--- LISTED ENTRIES ---
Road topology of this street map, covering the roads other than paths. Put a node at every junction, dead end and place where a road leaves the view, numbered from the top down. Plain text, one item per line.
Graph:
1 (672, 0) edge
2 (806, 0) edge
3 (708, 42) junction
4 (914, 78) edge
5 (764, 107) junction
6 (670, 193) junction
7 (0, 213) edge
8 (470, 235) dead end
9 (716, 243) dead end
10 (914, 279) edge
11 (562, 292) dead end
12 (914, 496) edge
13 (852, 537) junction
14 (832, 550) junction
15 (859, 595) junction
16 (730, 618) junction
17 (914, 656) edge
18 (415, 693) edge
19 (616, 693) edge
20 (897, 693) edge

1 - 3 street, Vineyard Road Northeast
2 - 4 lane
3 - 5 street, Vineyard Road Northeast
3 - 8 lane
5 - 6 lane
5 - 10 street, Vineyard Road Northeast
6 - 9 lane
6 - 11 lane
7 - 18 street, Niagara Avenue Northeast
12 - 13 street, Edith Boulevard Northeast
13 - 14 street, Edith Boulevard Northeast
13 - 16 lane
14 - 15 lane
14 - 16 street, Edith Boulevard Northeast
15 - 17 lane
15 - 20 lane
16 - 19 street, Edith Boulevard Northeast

--- ASSIGNMENT ---
Output every entry again, exactly as given.

--- FINISHED TASK ---
Road topology of this street map, covering the roads other than paths. Put a node at every junction, dead end and place where a road leaves the view, numbered from the top down. Plain text, one item per line.
Graph:
1 (672, 0) edge
2 (806, 0) edge
3 (708, 42) junction
4 (914, 78) edge
5 (764, 107) junction
6 (670, 193) junction
7 (0, 213) edge
8 (470, 235) dead end
9 (716, 243) dead end
10 (914, 279) edge
11 (562, 292) dead end
12 (914, 496) edge
13 (852, 537) junction
14 (832, 550) junction
15 (859, 595) junction
16 (730, 618) junction
17 (914, 656) edge
18 (415, 693) edge
19 (616, 693) edge
20 (897, 693) edge

1 - 3 street, Vineyard Road Northeast
2 - 4 lane
3 - 5 street, Vineyard Road Northeast
3 - 8 lane
5 - 6 lane
5 - 10 street, Vineyard Road Northeast
6 - 9 lane
6 - 11 lane
7 - 18 street, Niagara Avenue Northeast
12 - 13 street, Edith Boulevard Northeast
13 - 14 street, Edith Boulevard Northeast
13 - 16 lane
14 - 15 lane
14 - 16 street, Edith Boulevard Northeast
15 - 17 lane
15 - 20 lane
16 - 19 street, Edith Boulevard Northeast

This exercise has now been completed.